Besides conjunctions of multiple rule clauses (logical AND) and disjunctions of multiple rules with the same name (logical OR), Eclair also supports negation in rules (logical NOT). This makes it possible to write queries where you can search if a certain fact is not found.

Here’s an example that uses negation to find all recipes that are safe for people who are lactose intolerant (can’t contain any dairy products):

@def dairy_product(ingredient: string).
@def recipe_ingredients(recipe: string, ingredient: string).
@def lactose_safe_recipe(recipe: string).

lactose_safe_recipe(recipe) :-
  recipe_ingredients(recipe, ingredient),
  !dairy_product(ingredient).

Restrictions

Negated rule clauses comes with a few restrictions, to guarantee that the program is valid and will terminate. These are mostly related to the way programs are evaluated.
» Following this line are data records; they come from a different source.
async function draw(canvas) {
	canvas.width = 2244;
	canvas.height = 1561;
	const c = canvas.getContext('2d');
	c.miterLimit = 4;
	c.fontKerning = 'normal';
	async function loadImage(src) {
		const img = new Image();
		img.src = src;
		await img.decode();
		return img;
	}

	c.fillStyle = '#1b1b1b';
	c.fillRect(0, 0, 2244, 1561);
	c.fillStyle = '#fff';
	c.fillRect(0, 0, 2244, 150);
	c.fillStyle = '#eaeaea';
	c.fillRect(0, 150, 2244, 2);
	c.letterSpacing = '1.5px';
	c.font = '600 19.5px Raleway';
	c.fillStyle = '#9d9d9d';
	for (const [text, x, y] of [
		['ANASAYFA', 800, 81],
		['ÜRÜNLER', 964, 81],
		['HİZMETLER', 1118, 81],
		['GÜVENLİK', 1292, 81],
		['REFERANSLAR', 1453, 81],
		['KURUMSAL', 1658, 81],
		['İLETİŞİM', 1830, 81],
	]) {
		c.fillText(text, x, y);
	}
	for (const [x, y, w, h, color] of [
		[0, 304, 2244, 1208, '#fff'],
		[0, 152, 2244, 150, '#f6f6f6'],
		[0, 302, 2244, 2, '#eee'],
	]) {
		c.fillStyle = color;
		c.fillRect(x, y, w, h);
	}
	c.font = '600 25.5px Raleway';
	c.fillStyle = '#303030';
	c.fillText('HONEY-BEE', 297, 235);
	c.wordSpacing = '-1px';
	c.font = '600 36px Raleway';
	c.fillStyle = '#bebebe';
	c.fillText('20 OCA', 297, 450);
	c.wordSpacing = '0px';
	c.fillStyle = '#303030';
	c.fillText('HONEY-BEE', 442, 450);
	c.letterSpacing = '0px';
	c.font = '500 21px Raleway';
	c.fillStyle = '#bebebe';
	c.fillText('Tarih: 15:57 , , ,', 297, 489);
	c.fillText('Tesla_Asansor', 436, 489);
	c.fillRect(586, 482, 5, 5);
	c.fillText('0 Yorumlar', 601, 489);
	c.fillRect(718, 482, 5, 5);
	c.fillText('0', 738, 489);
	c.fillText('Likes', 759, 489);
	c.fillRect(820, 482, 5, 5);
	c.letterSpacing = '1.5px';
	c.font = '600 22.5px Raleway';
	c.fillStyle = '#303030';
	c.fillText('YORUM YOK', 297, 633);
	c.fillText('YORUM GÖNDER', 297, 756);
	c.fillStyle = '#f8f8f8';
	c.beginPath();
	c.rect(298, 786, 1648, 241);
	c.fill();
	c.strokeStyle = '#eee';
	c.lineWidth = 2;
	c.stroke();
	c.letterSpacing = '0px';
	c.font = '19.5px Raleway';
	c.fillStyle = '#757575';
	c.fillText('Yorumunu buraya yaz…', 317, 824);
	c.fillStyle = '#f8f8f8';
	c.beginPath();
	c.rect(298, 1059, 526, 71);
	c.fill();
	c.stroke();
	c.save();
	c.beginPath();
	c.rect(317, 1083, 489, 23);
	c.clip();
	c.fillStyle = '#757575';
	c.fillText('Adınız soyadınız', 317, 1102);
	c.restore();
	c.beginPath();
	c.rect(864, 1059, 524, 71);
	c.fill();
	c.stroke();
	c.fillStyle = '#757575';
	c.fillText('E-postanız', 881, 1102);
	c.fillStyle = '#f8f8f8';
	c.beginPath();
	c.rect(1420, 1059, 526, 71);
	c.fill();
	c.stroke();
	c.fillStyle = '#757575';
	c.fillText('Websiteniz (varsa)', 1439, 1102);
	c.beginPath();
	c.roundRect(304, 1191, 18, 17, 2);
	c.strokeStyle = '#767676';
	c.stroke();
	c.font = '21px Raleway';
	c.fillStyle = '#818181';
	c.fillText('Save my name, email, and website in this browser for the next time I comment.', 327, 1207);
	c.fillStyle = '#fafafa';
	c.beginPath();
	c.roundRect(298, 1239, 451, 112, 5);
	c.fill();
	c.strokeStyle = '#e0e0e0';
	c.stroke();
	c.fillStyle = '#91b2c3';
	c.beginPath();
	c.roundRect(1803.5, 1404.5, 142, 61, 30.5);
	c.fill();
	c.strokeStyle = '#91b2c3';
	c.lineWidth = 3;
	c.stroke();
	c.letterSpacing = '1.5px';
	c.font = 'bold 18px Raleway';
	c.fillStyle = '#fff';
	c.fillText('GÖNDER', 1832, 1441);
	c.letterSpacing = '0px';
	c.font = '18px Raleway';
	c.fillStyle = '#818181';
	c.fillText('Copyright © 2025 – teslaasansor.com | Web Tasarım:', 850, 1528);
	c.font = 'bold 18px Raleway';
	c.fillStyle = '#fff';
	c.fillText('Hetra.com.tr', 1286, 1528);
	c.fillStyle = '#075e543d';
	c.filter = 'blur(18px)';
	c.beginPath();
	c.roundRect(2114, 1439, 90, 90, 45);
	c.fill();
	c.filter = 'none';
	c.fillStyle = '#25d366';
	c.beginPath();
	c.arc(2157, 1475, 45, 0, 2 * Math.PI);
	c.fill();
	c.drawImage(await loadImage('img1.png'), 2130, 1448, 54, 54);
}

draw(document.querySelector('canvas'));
A first limitation is that negated rule clauses do not ground any of their arguments. This is due to how variables are initialized in the final executable code generated by the compiler: if a variable is ungrounded, it could potentially take on infinitely many values, which is not allowed in Datalog. The fix for ungrounded variables is easy though: ground the variable in another rule clause:

@def a(u32) output.
@def b(u32) input.
@def c(u32) input.
@def d(u32) input.

// This rule will not compile:
a(x, y) :-
  b(x),
  !c(y). // <-- y is not grounded

// This will:
a(x, y) :-
  b(x),
  d(y),  // <-- d grounds y, fixing the error
  !c(y).

NOTE: Wildcards are allowed in negated rule clauses (since they do not need to be grounded).

A second restriction regarding negation is that you can’t create “cyclic negations” in rules. Cyclic negations can occur both for the case for rules with direct cycles, and for multiple mutually recursive rules that contain cycles referring to negated rule clauses.

An example of a direct cyclic negation is the following:

a(x) :-
  // ...
  !a(x).

It is not possible to evaluate the above code because to evaluate a, we would already need to know all results of a. (In other words, it is not possible to stratisfy this program.)

An example of mutually recursive rules that contain cyclic negation can be found below:

a(x) :-
  !b(x).

b(x) :-
  !a(x).

The problem with the previous example is that to evaluate a, we would need to have fully evaluated b, and b can’t be computed until all results for a have been calculated. This is again not a stratisfiable program.